*** Opening INFORMATION GIVEN ***

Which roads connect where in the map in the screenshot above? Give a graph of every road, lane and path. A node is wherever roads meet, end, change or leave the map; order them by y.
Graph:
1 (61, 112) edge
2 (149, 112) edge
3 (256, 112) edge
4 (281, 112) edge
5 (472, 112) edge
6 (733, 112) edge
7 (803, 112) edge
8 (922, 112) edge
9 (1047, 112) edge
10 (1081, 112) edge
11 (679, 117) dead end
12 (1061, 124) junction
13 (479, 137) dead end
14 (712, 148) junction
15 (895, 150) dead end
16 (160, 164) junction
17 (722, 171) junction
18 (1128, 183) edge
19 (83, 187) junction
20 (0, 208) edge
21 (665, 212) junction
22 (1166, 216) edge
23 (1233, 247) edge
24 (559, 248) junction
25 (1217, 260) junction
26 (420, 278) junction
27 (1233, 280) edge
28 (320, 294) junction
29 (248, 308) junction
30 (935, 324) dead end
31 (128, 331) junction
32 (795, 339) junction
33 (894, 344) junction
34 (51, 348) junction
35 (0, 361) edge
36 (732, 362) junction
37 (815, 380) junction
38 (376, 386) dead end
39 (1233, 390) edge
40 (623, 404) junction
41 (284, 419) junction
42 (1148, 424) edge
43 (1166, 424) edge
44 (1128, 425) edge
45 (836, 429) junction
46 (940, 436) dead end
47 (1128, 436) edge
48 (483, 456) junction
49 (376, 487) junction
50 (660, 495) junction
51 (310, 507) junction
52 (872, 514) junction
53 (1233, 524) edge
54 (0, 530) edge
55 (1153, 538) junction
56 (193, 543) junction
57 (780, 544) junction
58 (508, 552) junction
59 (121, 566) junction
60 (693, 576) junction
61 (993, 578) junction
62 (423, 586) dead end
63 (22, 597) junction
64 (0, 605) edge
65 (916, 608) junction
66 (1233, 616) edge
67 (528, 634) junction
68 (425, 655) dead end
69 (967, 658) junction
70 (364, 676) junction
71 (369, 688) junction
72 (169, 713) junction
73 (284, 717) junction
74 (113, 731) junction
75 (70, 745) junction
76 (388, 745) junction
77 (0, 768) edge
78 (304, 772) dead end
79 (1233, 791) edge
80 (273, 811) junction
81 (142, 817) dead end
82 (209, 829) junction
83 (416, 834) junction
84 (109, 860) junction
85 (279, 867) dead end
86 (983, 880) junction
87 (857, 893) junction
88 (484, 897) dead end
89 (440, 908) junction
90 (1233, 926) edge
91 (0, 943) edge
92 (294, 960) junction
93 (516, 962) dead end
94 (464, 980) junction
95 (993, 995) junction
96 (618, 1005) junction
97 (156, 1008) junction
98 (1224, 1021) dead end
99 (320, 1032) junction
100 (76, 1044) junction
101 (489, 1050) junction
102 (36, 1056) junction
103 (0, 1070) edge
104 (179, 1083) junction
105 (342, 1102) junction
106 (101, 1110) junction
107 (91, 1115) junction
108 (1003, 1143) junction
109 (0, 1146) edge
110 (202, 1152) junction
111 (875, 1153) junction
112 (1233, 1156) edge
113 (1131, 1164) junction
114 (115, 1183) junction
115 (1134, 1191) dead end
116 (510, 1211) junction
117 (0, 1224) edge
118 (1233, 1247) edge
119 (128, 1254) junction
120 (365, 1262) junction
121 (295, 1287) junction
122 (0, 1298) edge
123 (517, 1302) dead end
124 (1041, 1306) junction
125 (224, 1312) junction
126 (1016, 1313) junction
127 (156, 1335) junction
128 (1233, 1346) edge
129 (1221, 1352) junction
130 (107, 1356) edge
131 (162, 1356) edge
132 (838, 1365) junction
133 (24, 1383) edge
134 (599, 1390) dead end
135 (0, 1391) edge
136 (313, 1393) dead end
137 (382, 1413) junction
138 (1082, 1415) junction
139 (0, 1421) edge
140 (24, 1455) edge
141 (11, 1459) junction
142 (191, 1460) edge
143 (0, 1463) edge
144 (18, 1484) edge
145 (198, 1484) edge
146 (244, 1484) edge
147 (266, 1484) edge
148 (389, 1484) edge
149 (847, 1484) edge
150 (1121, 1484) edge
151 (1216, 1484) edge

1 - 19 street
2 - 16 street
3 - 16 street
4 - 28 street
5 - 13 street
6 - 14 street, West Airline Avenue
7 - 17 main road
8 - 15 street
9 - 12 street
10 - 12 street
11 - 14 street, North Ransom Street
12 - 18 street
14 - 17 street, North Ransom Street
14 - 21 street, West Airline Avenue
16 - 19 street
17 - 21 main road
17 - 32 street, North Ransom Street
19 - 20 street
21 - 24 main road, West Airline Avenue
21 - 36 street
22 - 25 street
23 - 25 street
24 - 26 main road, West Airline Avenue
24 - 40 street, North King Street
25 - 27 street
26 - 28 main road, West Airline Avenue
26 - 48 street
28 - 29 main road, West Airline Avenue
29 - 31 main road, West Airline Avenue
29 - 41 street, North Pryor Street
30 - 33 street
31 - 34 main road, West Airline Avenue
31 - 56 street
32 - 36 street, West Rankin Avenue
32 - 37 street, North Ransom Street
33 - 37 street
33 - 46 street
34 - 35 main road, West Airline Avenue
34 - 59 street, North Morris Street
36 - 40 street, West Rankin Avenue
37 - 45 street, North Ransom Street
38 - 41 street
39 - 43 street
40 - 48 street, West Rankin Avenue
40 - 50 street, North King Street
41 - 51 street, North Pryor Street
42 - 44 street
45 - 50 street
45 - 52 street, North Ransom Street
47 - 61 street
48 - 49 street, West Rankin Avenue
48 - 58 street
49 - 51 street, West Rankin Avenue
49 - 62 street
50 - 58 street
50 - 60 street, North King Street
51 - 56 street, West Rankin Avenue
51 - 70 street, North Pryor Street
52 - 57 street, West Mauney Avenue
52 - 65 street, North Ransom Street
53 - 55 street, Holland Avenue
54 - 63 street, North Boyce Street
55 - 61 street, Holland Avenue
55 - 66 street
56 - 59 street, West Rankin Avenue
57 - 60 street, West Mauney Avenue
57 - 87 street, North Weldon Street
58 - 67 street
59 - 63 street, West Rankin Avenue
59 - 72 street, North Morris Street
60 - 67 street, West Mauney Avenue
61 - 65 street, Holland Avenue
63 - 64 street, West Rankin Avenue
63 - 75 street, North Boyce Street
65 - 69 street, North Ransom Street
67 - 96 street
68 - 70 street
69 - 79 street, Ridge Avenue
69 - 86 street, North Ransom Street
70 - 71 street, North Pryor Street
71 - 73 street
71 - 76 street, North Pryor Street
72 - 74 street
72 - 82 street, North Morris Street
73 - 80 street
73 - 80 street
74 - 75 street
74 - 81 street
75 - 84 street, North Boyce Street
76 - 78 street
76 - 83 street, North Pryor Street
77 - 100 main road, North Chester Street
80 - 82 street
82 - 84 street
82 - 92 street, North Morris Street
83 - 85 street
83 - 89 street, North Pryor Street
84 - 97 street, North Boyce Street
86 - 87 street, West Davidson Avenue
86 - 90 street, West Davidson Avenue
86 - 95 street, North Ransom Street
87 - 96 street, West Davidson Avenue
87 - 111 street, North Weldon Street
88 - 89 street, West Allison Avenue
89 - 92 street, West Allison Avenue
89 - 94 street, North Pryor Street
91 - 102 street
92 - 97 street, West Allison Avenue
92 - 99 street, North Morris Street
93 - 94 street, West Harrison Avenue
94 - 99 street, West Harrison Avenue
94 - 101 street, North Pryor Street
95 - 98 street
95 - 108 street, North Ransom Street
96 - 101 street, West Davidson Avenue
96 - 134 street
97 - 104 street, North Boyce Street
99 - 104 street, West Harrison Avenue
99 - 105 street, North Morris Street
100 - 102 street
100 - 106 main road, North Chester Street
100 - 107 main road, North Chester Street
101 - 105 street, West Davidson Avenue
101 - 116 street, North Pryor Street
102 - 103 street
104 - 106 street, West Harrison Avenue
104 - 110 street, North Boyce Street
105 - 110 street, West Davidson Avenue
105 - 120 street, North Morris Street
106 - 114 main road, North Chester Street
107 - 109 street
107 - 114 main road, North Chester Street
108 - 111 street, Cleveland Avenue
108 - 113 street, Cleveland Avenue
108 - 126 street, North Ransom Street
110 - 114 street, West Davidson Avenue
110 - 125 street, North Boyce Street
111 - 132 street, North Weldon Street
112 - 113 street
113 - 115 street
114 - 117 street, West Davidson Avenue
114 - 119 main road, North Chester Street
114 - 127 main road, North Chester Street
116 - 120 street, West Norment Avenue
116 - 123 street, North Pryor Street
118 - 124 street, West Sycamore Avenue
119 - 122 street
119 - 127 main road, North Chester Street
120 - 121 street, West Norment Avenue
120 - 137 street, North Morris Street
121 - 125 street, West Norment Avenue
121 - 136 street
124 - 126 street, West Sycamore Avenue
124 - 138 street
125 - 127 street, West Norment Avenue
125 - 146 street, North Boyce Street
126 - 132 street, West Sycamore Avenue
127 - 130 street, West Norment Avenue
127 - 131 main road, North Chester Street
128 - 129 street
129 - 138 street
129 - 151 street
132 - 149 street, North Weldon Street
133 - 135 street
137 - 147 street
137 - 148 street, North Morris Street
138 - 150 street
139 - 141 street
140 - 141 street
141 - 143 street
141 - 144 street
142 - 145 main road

*** Closing INFORMATION GIVEN ***

- WHAT YOU NEED TO DO
Take each line above that holds the string "King" and copy it.

- SOLUTION
24 - 40 street, North King Street
40 - 50 street, North King Street
50 - 60 street, North King Street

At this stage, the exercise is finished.